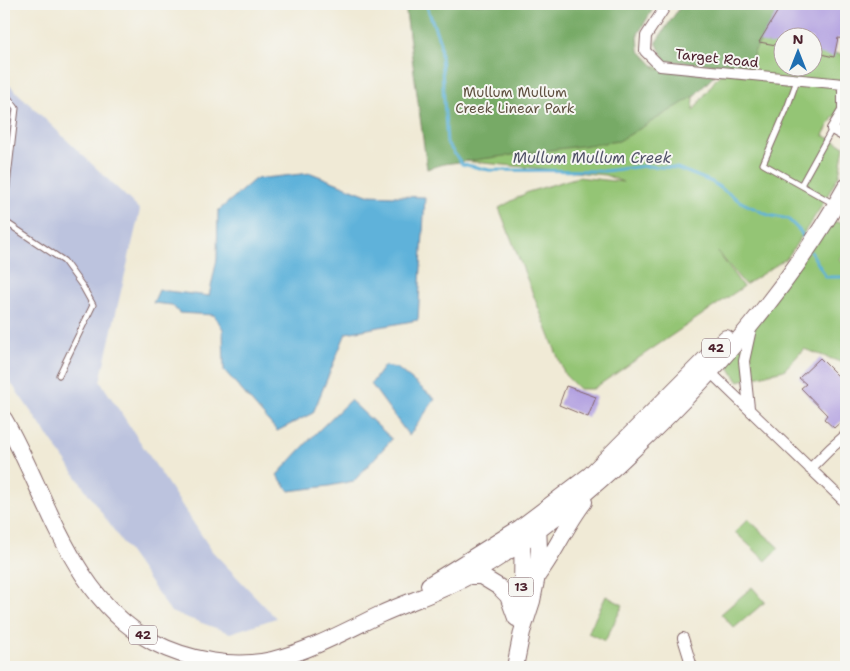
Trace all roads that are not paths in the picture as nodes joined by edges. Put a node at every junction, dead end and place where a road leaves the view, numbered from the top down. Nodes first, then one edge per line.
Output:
1 (667, 4) edge
2 (797, 79) junction
3 (4, 92) edge
4 (832, 129) junction
5 (846, 136) edge
6 (801, 185) junction
7 (846, 187) edge
8 (841, 205) edge
9 (4, 211) edge
10 (4, 221) edge
11 (771, 299) junction
12 (752, 323) junction
13 (706, 368) junction
14 (60, 375) dead end
15 (749, 408) junction
16 (4, 419) edge
17 (846, 435) edge
18 (810, 469) junction
19 (601, 481) junction
20 (846, 503) edge
21 (538, 523) junction
22 (521, 535) junction
23 (469, 576) junction
24 (537, 576) junction
25 (388, 611) junction
26 (522, 632) junction
27 (683, 638) dead end
28 (515, 667) edge
29 (692, 667) edge

1 - 2 street, Target Road
2 - 4 street, Target Road
2 - 6 lane
3 - 9 lane
4 - 5 street
4 - 6 lane
6 - 8 lane
7 - 8 main road, 42
8 - 11 main road, 42
10 - 14 lane
11 - 12 main road, 42
11 - 13 main road, 42
12 - 13 main road, 42
12 - 15 street
13 - 15 street
13 - 19 main road, 42
13 - 21 main road, 42
15 - 18 street
16 - 25 main road, 42
17 - 18 street
18 - 20 street
19 - 21 main road, 42
19 - 24 main road
21 - 22 main road, 42
21 - 24 main road, 13
22 - 23 main road, 42
22 - 25 main road, 42
22 - 26 main road, 13
23 - 25 main road, 42
23 - 26 main road
24 - 26 main road, 13
26 - 28 main road, 13
27 - 29 street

• TASK: Every line above should be repeated exactly; pictures stay out of the copy.

• PROBLEM SOLUTION:
Trace all roads that are not paths in the picture as nodes joined by edges. Put a node at every junction, dead end and place where a road leaves the view, numbered from the top down. Nodes first, then one edge per line.
Output:
1 (667, 4) edge
2 (797, 79) junction
3 (4, 92) edge
4 (832, 129) junction
5 (846, 136) edge
6 (801, 185) junction
7 (846, 187) edge
8 (841, 205) edge
9 (4, 211) edge
10 (4, 221) edge
11 (771, 299) junction
12 (752, 323) junction
13 (706, 368) junction
14 (60, 375) dead end
15 (749, 408) junction
16 (4, 419) edge
17 (846, 435) edge
18 (810, 469) junction
19 (601, 481) junction
20 (846, 503) edge
21 (538, 523) junction
22 (521, 535) junction
23 (469, 576) junction
24 (537, 576) junction
25 (388, 611) junction
26 (522, 632) junction
27 (683, 638) dead end
28 (515, 667) edge
29 (692, 667) edge

1 - 2 street, Target Road
2 - 4 street, Target Road
2 - 6 lane
3 - 9 lane
4 - 5 street
4 - 6 lane
6 - 8 lane
7 - 8 main road, 42
8 - 11 main road, 42
10 - 14 lane
11 - 12 main road, 42
11 - 13 main road, 42
12 - 13 main road, 42
12 - 15 street
13 - 15 street
13 - 19 main road, 42
13 - 21 main road, 42
15 - 18 street
16 - 25 main road, 42
17 - 18 street
18 - 20 street
19 - 21 main road, 42
19 - 24 main road
21 - 22 main road, 42
21 - 24 main road, 13
22 - 23 main road, 42
22 - 25 main road, 42
22 - 26 main road, 13
23 - 25 main road, 42
23 - 26 main road
24 - 26 main road, 13
26 - 28 main road, 13
27 - 29 street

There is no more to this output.